* ENTRIES SHOWN *
# # # # #

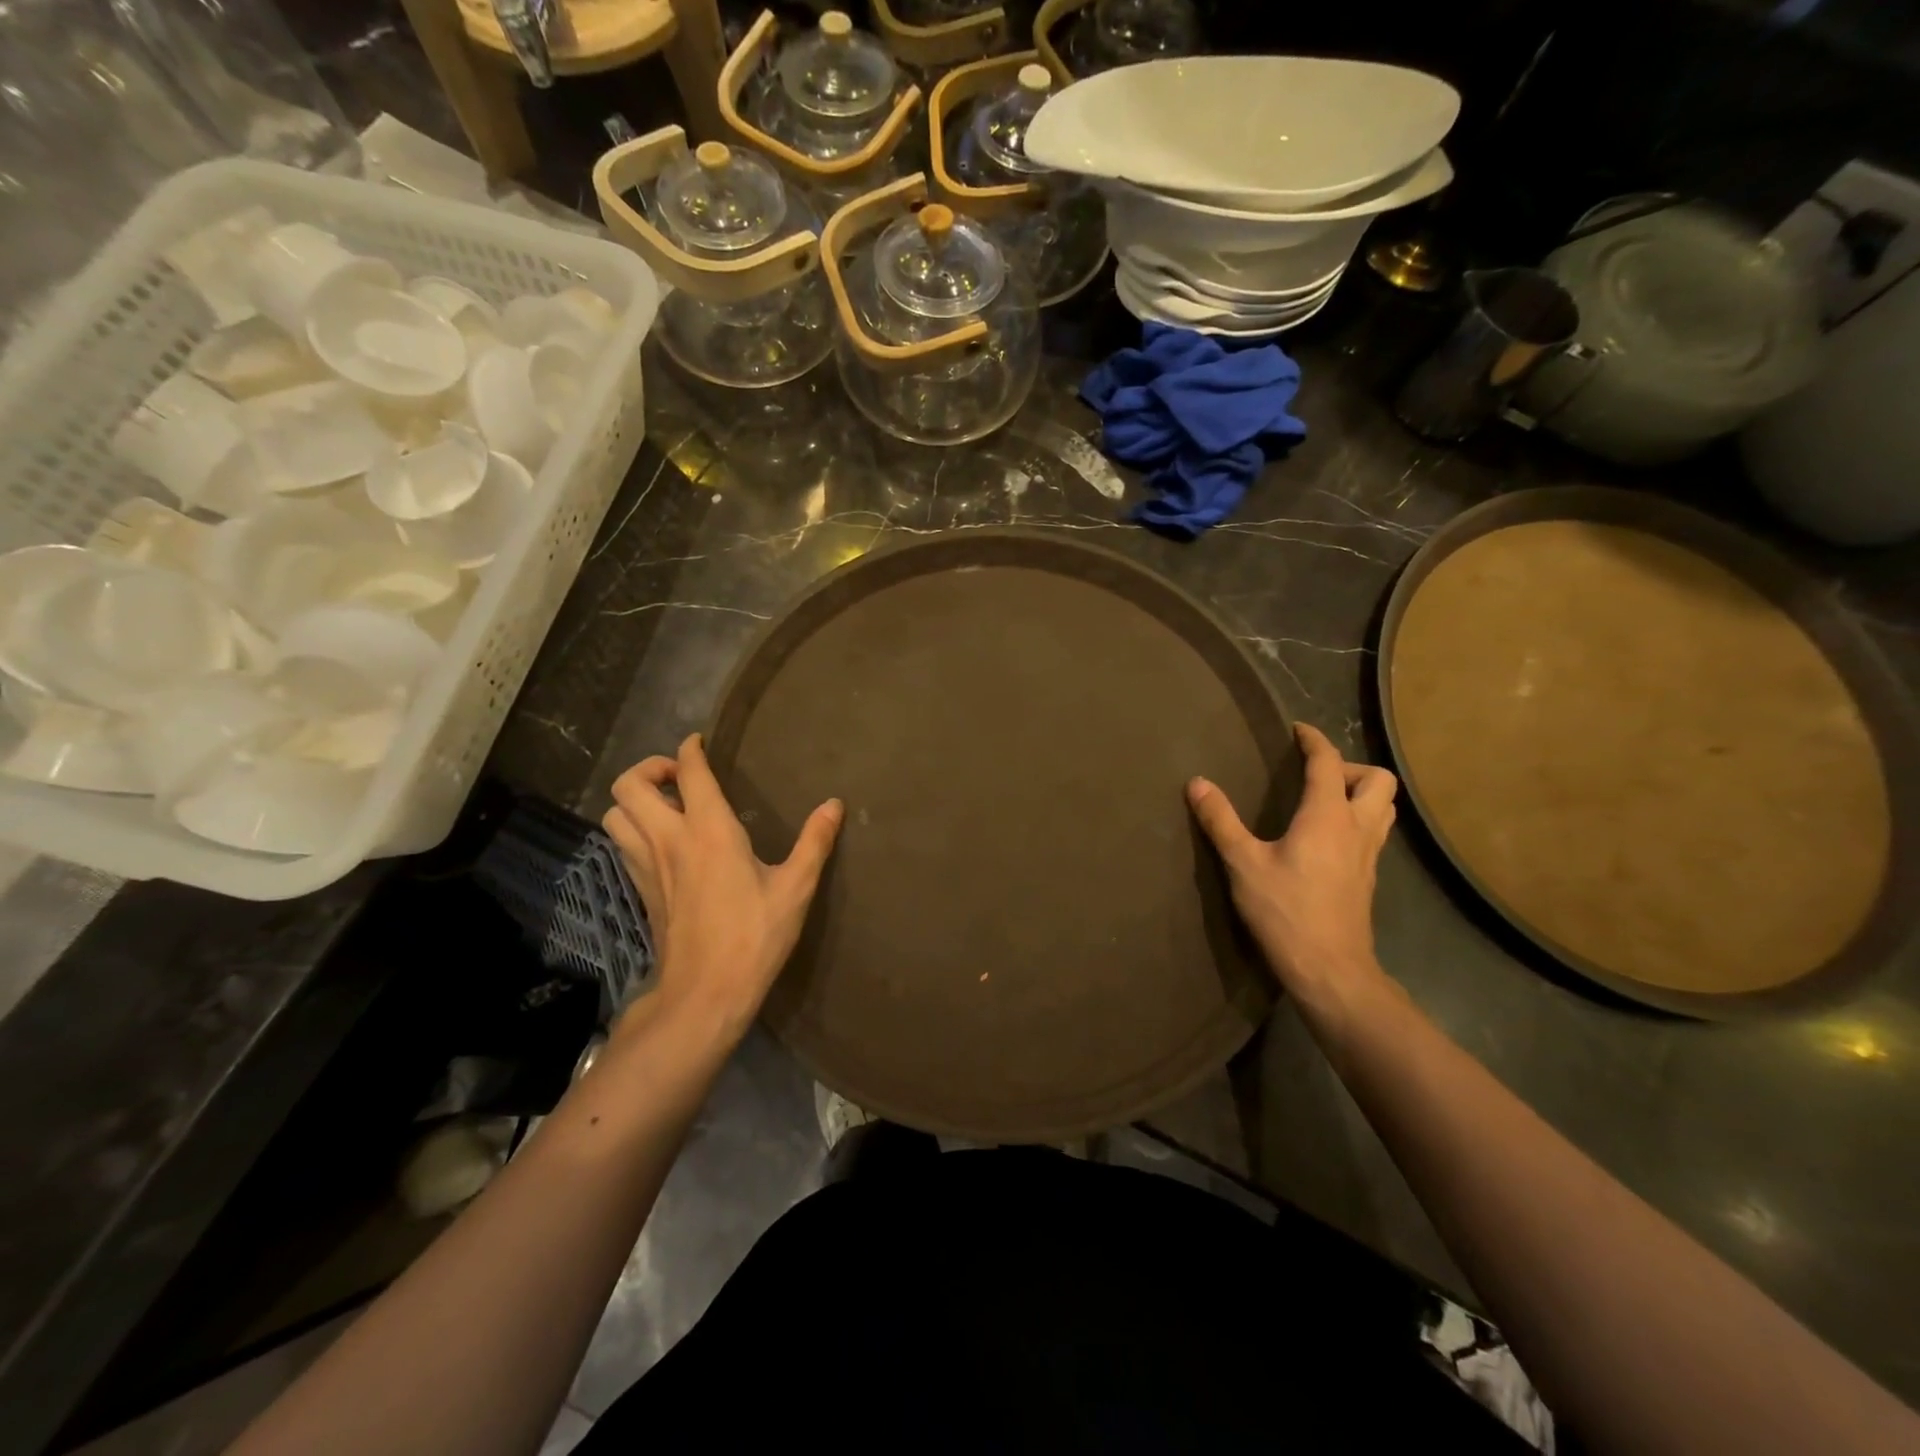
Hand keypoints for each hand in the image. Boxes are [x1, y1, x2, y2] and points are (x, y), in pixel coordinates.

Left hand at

# # # # #

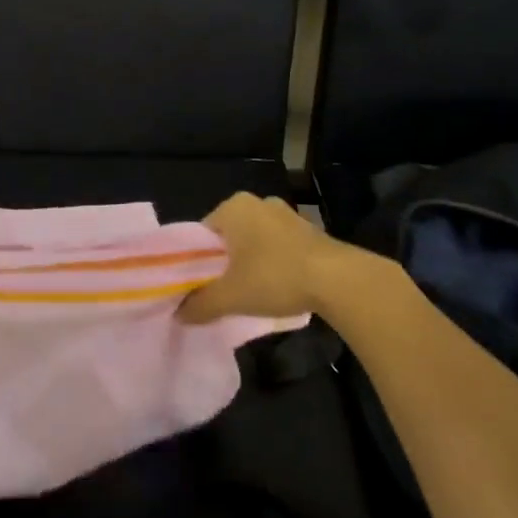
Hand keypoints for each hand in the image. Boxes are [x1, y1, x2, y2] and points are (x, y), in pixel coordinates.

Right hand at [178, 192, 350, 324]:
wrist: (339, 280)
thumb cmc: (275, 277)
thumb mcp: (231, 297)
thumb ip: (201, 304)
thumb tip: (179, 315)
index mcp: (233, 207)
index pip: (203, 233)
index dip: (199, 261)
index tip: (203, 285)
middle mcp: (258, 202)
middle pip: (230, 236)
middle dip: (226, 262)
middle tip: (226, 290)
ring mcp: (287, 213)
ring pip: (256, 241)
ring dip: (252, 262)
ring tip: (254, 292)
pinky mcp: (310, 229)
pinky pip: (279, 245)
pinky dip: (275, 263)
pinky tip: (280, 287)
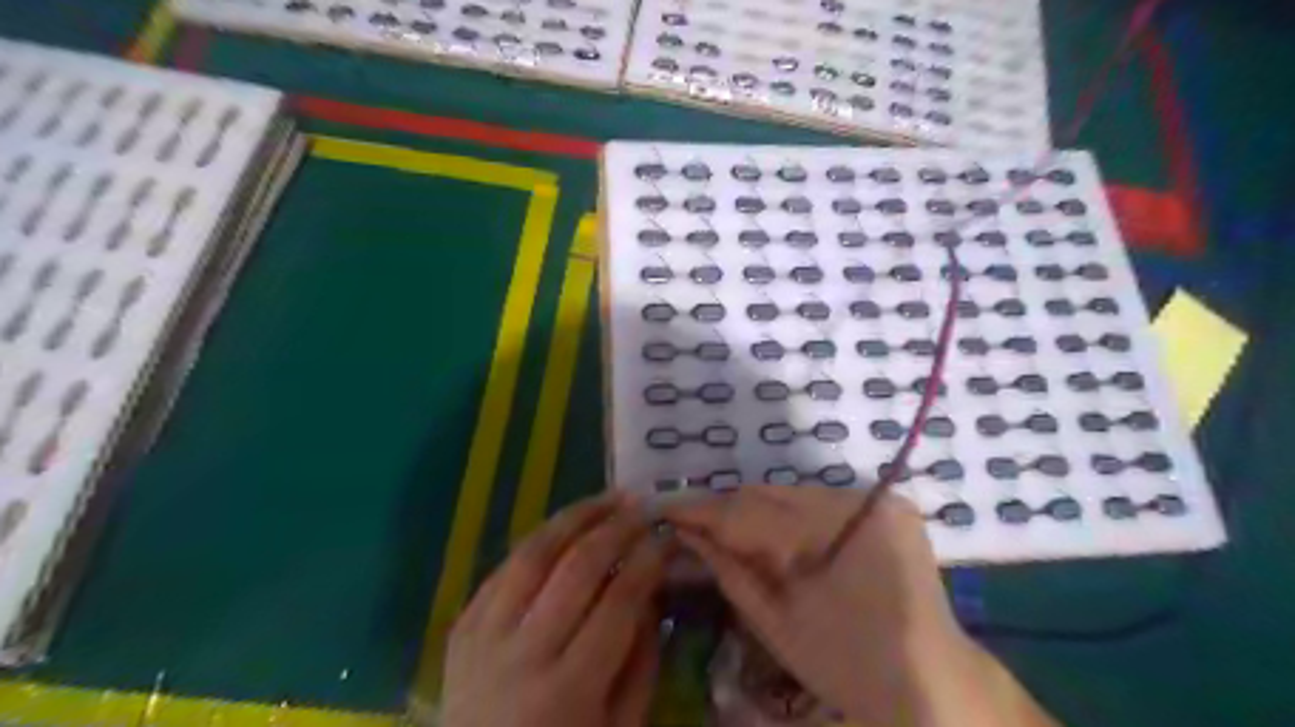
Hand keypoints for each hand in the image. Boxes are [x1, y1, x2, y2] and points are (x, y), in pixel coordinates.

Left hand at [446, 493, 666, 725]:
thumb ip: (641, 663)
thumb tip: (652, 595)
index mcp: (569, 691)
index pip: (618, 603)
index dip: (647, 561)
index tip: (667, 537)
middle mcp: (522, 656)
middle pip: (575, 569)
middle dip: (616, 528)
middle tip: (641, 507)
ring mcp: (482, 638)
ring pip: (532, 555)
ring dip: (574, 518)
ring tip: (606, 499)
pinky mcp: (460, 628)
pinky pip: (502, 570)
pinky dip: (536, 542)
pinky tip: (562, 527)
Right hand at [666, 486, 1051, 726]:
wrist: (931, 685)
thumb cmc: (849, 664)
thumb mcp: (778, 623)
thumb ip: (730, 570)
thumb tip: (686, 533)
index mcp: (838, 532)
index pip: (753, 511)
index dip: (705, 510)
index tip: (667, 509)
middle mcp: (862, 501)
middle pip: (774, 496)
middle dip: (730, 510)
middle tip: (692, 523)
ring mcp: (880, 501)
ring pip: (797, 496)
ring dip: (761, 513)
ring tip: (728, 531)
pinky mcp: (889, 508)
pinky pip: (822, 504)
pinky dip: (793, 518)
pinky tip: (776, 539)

# # # # #

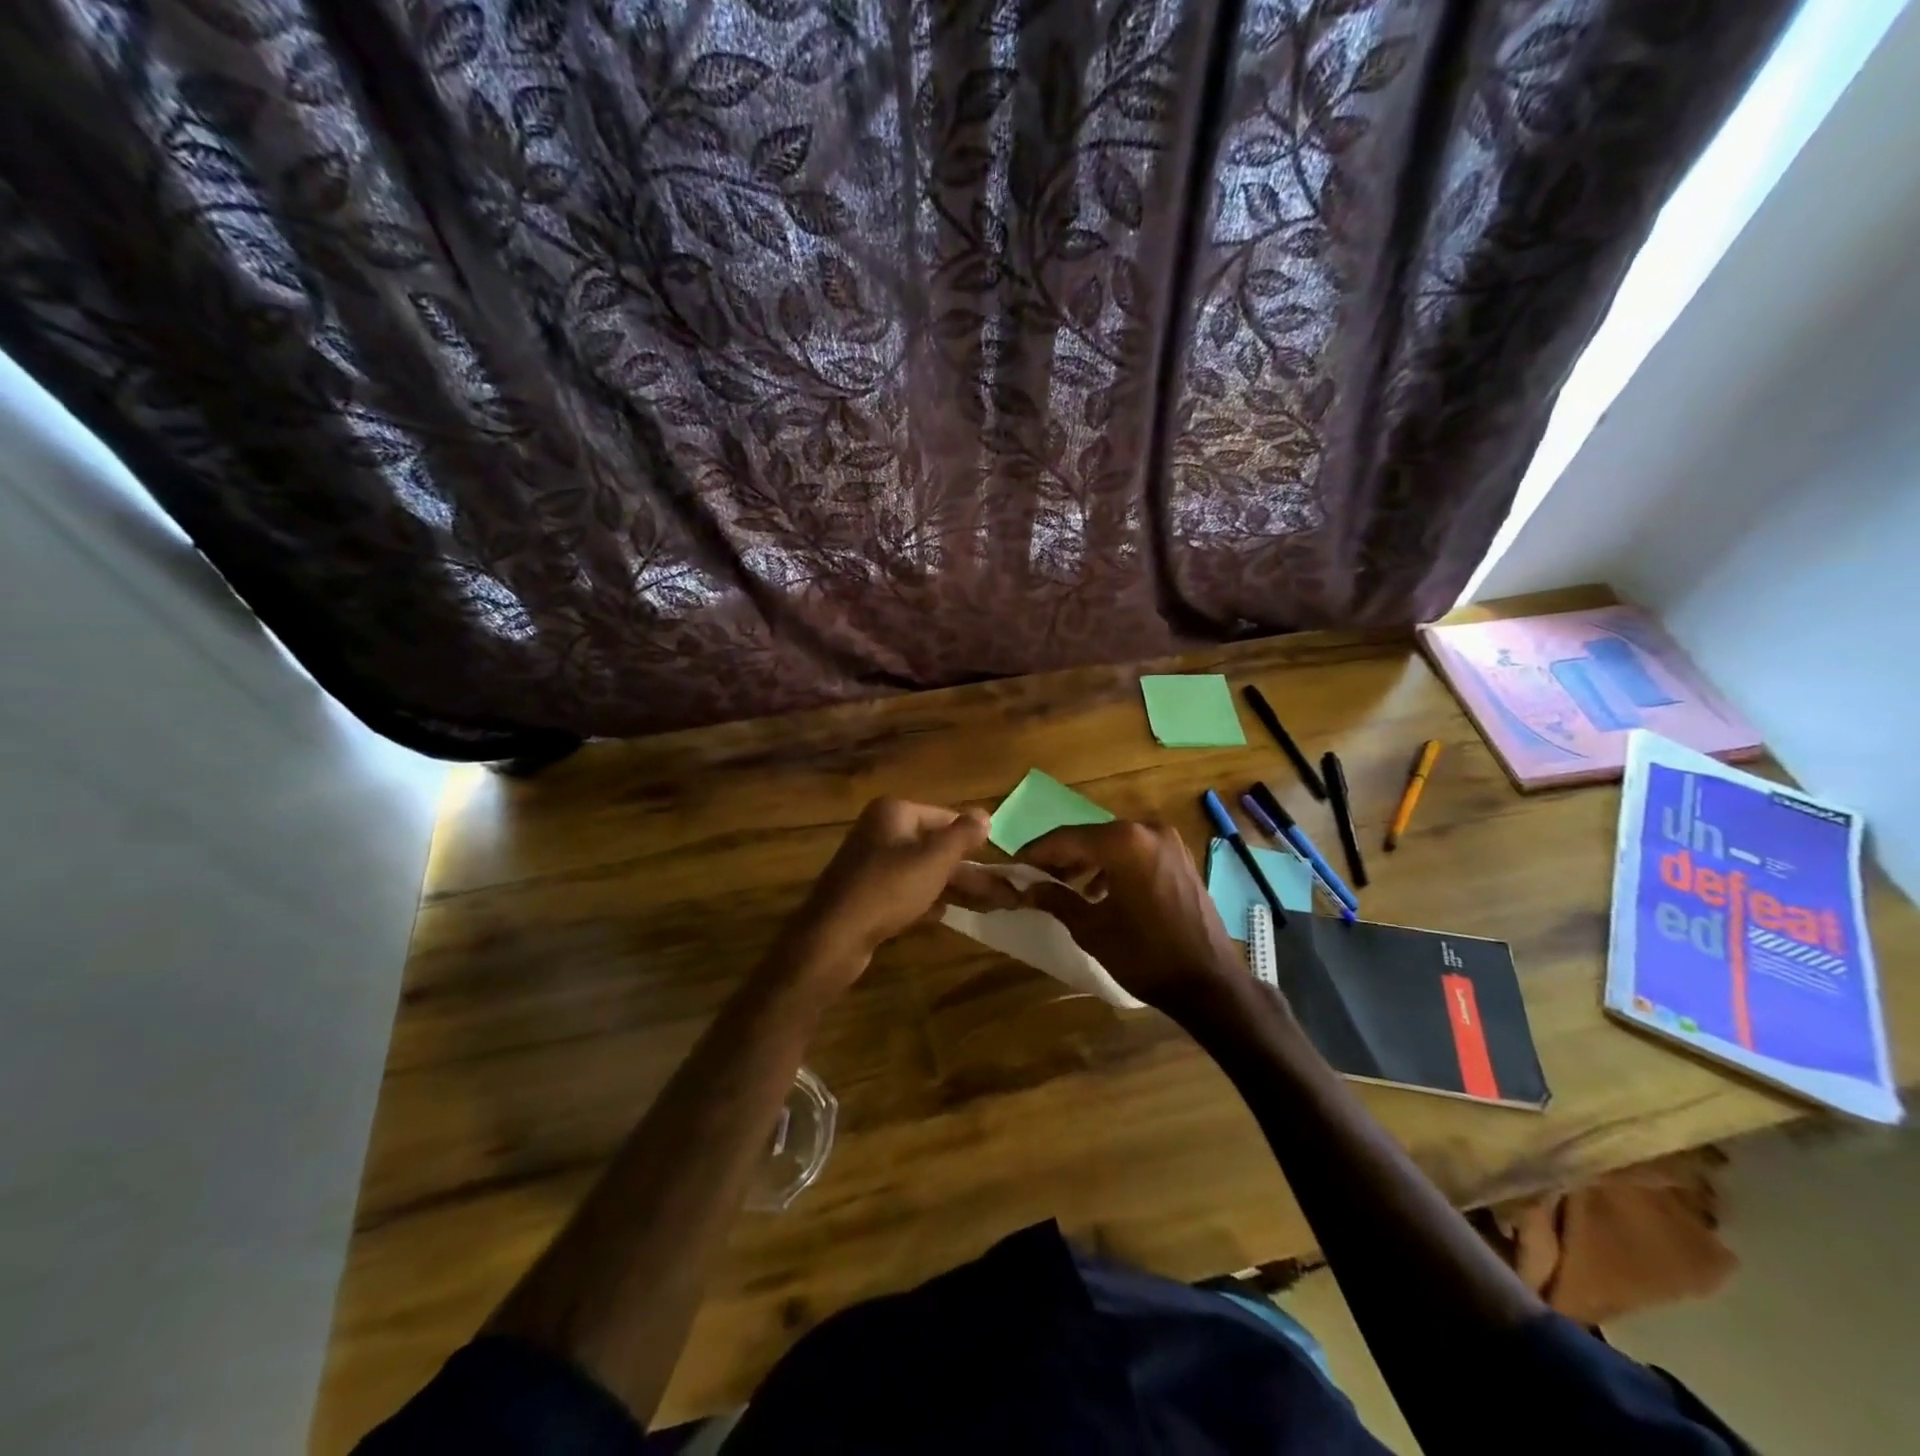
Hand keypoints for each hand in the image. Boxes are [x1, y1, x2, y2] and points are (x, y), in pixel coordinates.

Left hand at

# # # # #

* TASK OBJECTIVE *
There is a line with "ring mcp: (880, 501)" and a line with "pinky tip: (776, 539)" above. Copy exactly those two lines and all lines between them, with nothing else.

* THE ANSWER *
ring mcp: (880, 501)
ring pip: (797, 496)
ring dip: (761, 513)
ring tip: (728, 531)
pinky mcp: (889, 508)
pinky pip: (822, 504)
pinky dip: (793, 518)
pinky tip: (776, 539)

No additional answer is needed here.